Mengingatkan saja, rencana program sejuta hektare rawa menjadi lahan pertanian terbetik Mentan Amran saat bertemu para penyuluh pertanian di kantor Setdaprov Kalsel di Banjarbaru, Kalsel, Kamis (16/11/2023).

“Pertama itu 500 ribu hektare, mungkin setelah selesai ini tiga bulan, tiga bulan berikutnya 500 ribu hektare lagi. Kita identifikasi,” ujar Mentan Amran.

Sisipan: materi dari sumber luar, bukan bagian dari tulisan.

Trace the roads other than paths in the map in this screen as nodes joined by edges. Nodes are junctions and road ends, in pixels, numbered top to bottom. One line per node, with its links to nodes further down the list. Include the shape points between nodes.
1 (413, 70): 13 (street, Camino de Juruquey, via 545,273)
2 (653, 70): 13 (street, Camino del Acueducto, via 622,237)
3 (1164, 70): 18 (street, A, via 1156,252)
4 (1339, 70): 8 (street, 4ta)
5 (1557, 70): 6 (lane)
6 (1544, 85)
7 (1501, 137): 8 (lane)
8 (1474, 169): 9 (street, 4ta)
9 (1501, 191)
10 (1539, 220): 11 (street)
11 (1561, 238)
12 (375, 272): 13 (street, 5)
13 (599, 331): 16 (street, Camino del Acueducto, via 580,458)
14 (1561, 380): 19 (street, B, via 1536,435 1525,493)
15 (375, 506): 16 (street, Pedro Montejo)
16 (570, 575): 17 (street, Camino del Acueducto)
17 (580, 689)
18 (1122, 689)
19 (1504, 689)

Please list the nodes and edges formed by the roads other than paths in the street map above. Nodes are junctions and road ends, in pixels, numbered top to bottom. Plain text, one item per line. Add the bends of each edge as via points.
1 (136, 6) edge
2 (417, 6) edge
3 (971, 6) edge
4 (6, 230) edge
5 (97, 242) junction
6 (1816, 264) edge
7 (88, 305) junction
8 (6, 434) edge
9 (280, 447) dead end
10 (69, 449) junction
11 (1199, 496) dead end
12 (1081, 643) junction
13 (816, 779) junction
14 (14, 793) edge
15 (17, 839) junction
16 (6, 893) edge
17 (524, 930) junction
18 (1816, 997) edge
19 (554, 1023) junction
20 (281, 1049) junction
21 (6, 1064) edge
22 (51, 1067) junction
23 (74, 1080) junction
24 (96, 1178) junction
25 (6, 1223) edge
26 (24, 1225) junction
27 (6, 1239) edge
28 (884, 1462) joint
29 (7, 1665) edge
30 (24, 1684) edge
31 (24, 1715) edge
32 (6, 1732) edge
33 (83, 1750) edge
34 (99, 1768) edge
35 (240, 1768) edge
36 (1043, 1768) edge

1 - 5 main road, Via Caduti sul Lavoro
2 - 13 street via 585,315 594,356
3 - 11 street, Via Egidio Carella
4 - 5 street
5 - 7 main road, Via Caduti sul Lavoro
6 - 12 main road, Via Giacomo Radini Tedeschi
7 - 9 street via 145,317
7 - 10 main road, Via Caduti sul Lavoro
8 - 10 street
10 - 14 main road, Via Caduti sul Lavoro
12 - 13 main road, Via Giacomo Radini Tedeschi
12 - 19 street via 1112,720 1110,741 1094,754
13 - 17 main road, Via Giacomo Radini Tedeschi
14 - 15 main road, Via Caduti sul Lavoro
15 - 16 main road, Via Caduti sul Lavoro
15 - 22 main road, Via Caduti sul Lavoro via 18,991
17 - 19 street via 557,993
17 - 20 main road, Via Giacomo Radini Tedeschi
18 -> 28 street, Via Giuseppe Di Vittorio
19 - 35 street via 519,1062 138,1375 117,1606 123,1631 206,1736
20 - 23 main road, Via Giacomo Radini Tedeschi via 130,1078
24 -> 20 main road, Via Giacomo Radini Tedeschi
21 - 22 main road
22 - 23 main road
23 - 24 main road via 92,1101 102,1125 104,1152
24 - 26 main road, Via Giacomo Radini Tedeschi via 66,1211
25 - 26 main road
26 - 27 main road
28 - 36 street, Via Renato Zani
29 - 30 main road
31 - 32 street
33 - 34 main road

Kata Mentan Amran, langkah ini dilakukan guna mendekatkan Indonesia dengan swasembada pangan. Ancer-ancer lokasinya ada di 10 provinsi. Tahap awal, penanaman padi lahan rawa dilakukan di Kalimantan Selatan, Sumatera Selatan, Kalimantan Tengah, Kalimantan Barat, Sumatera Utara, dan Lampung.

“Satu juta hektare itu yang nomor satu adalah Kalimantan Selatan, Sumatera Selatan, Kalimantan Tengah, Kalbar, Sumatera Utara, dan Lampung. Ada 10 provinsi,” ungkapnya.